◆ WHAT TO WORK ON
In the data below, count how many lines contain "then" and give that number by itself.

◆ MATERIAL PROVIDED

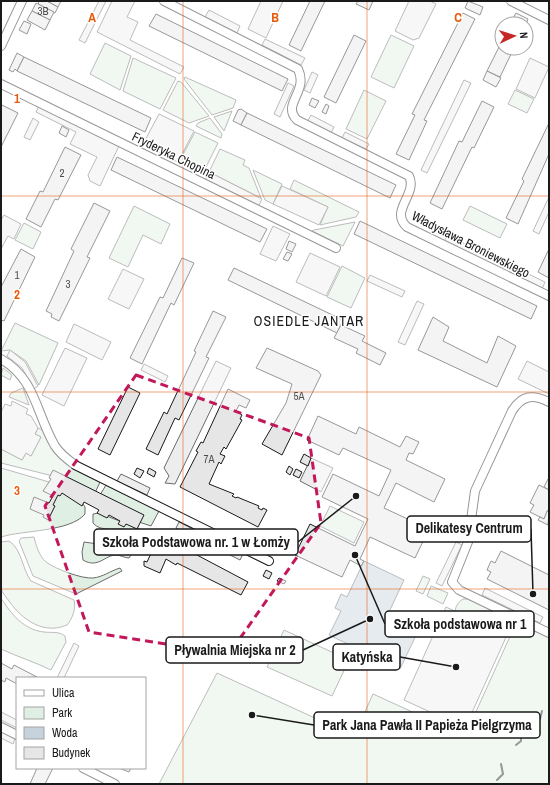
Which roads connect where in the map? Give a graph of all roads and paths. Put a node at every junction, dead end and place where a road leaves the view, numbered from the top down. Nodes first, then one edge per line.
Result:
1 (22, 1) edge
2 (164, 1) edge
3 (511, 1) edge
4 (549, 20) edge
5 (1, 46) edge
6 (1, 84) edge
7 (336, 248) dead end
8 (549, 296) edge
9 (1, 359) edge
10 (549, 402) edge
11 (269, 561) dead end
12 (549, 632) edge
13 (1, 727) edge
14 (16, 734) edge
15 (85, 769) edge
16 (116, 784) edge

1 - 5 street
2 - 8 street, Władysława Broniewskiego
3 - 4 street
6 - 7 street, Fryderyka Chopina
9 - 11 street
10 - 12 street
13 - 14 street
15 - 16 street

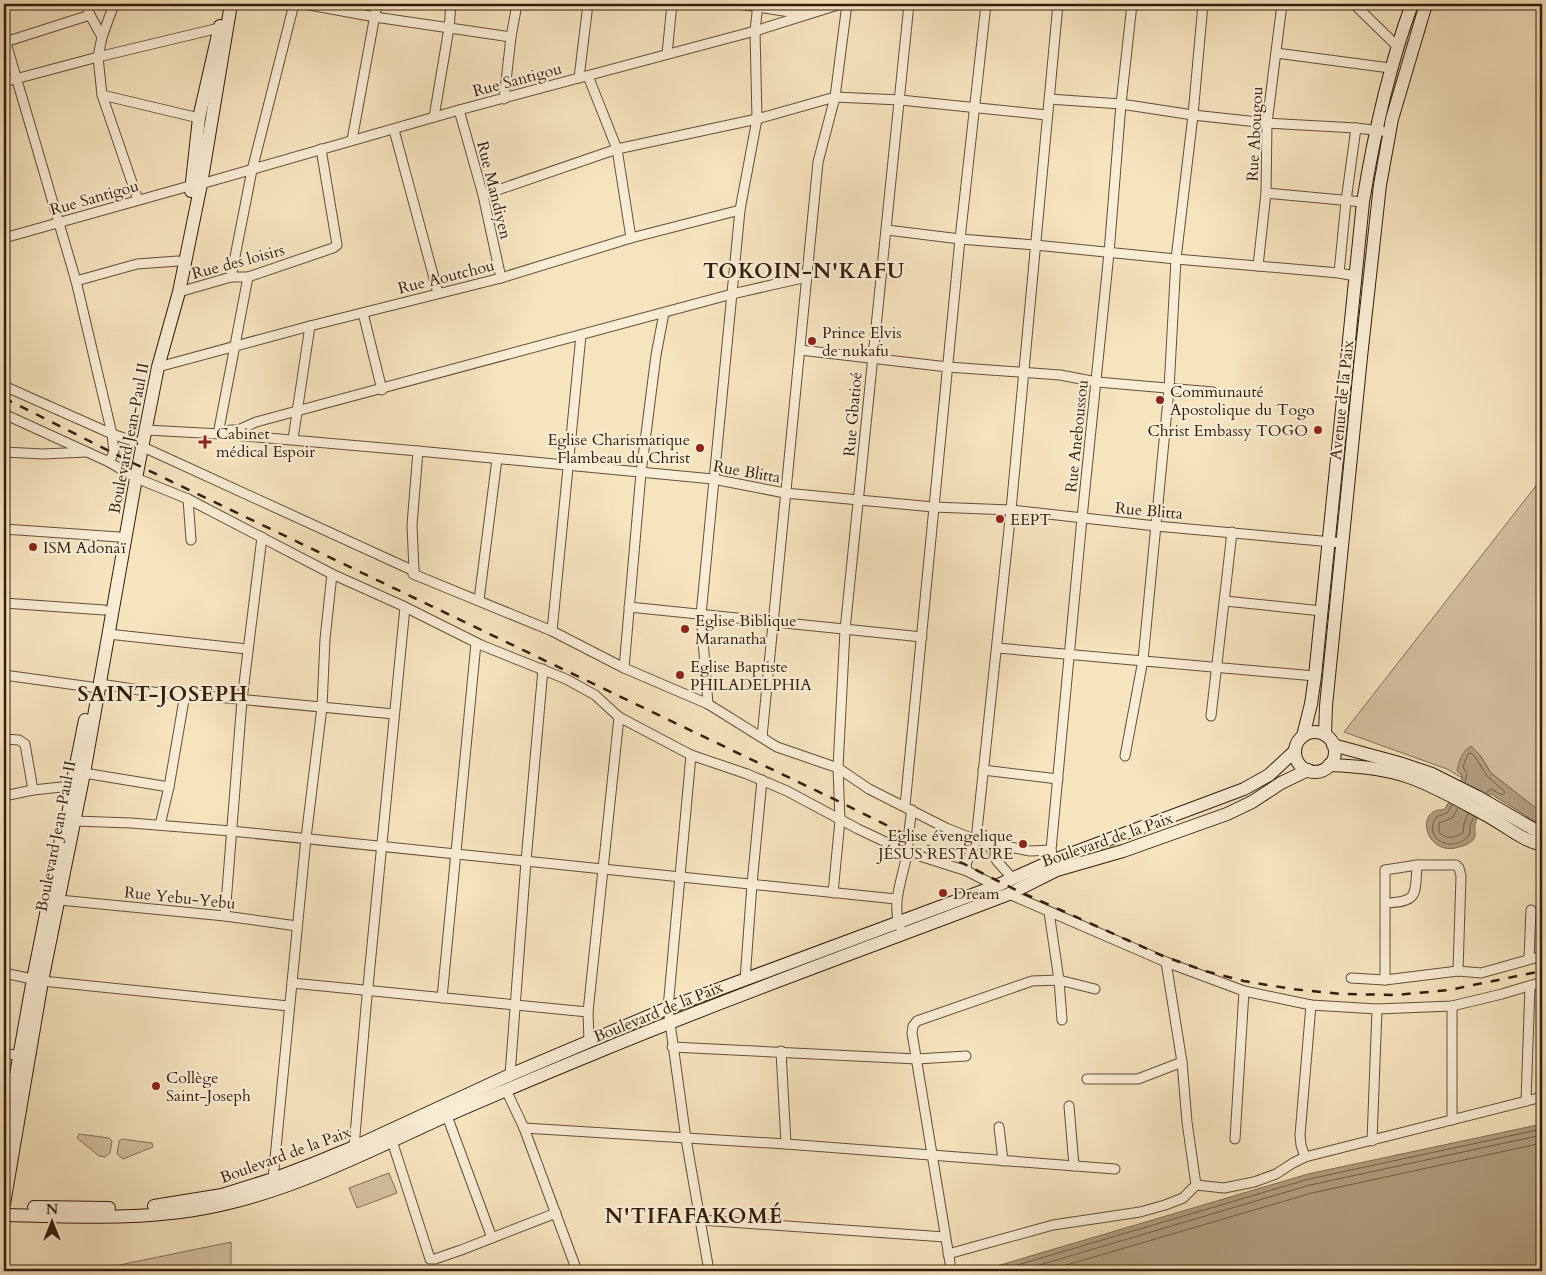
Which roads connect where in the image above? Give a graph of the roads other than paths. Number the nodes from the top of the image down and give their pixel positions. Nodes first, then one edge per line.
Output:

◆ ANSWER SECTION
2